__Problem__.
If a record below holds a picture, leave the picture out and copy the rest exactly.

(Items from a data source)
▼
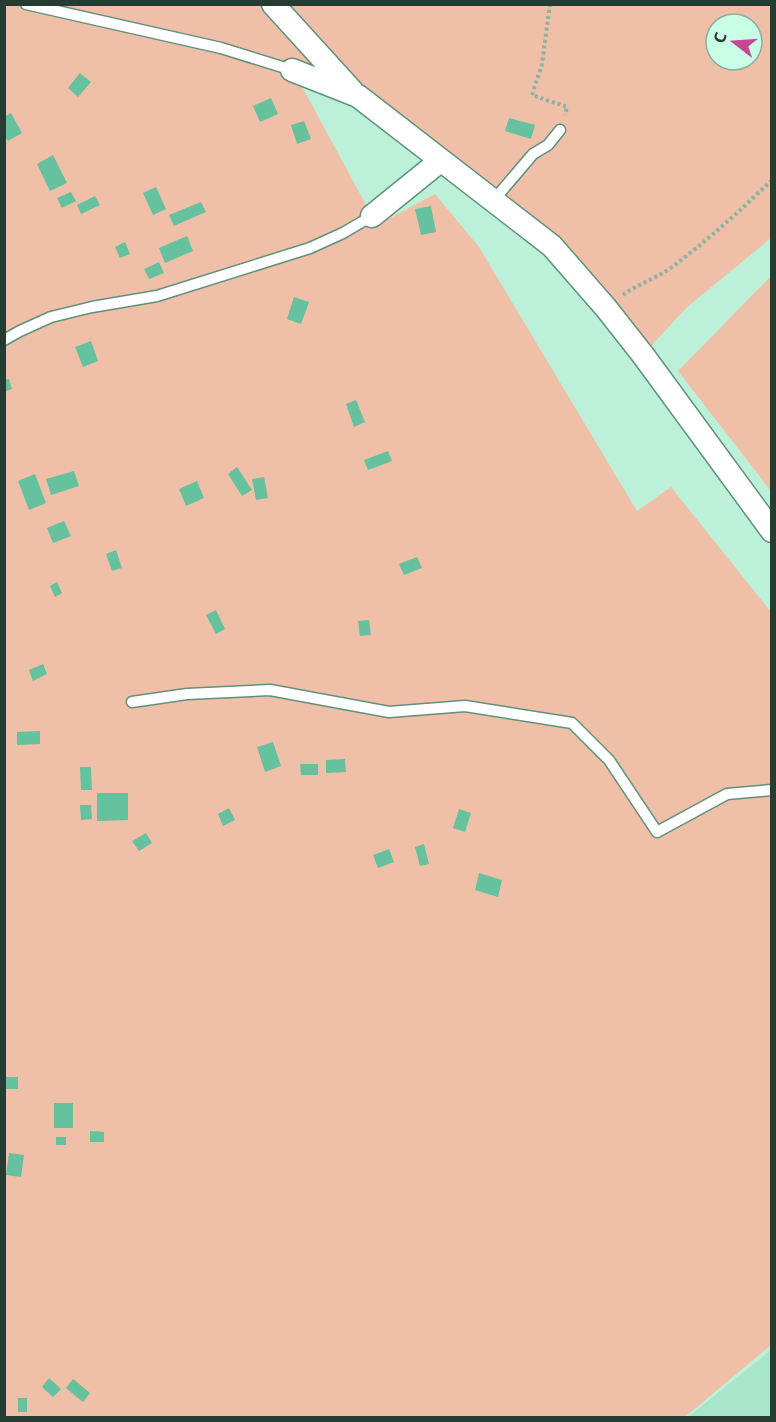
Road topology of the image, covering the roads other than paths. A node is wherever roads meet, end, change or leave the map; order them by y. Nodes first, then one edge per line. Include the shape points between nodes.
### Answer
1 (26, 4) edge
2 (273, 4) edge
3 (292, 70) joint
4 (358, 96) junction
5 (560, 130) road end
6 (440, 161) junction
7 (493, 201) junction
8 (372, 216) joint
9 (4, 340) edge
10 (771, 531) edge
11 (132, 702) dead end
12 (771, 789) edge

1 - 3 lane via 221,48
2 - 4 street
3 - 4 street
4 - 6 street
5 - 7 lane via 548,146 533,154
6 - 7 street
6 - 8 street
7 - 10 street via 552,246 606,308
8 - 9 lane via 299,252 157,296 51,317
11 - 12 lane via 187,694 270,690 389,712 465,706 572,723 609,760 657,832 727,794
▲
__Solution to the exercise__.
Road topology of the image, covering the roads other than paths. A node is wherever roads meet, end, change or leave the map; order them by y. Nodes first, then one edge per line. Include the shape points between nodes.
### Answer
1 (26, 4) edge
2 (273, 4) edge
3 (292, 70) joint
4 (358, 96) junction
5 (560, 130) road end
6 (440, 161) junction
7 (493, 201) junction
8 (372, 216) joint
9 (4, 340) edge
10 (771, 531) edge
11 (132, 702) dead end
12 (771, 789) edge

1 - 3 lane via 221,48
2 - 4 street
3 - 4 street
4 - 6 street
5 - 7 lane via 548,146 533,154
6 - 7 street
6 - 8 street
7 - 10 street via 552,246 606,308
8 - 9 lane via 299,252 157,296 51,317
11 - 12 lane via 187,694 270,690 389,712 465,706 572,723 609,760 657,832 727,794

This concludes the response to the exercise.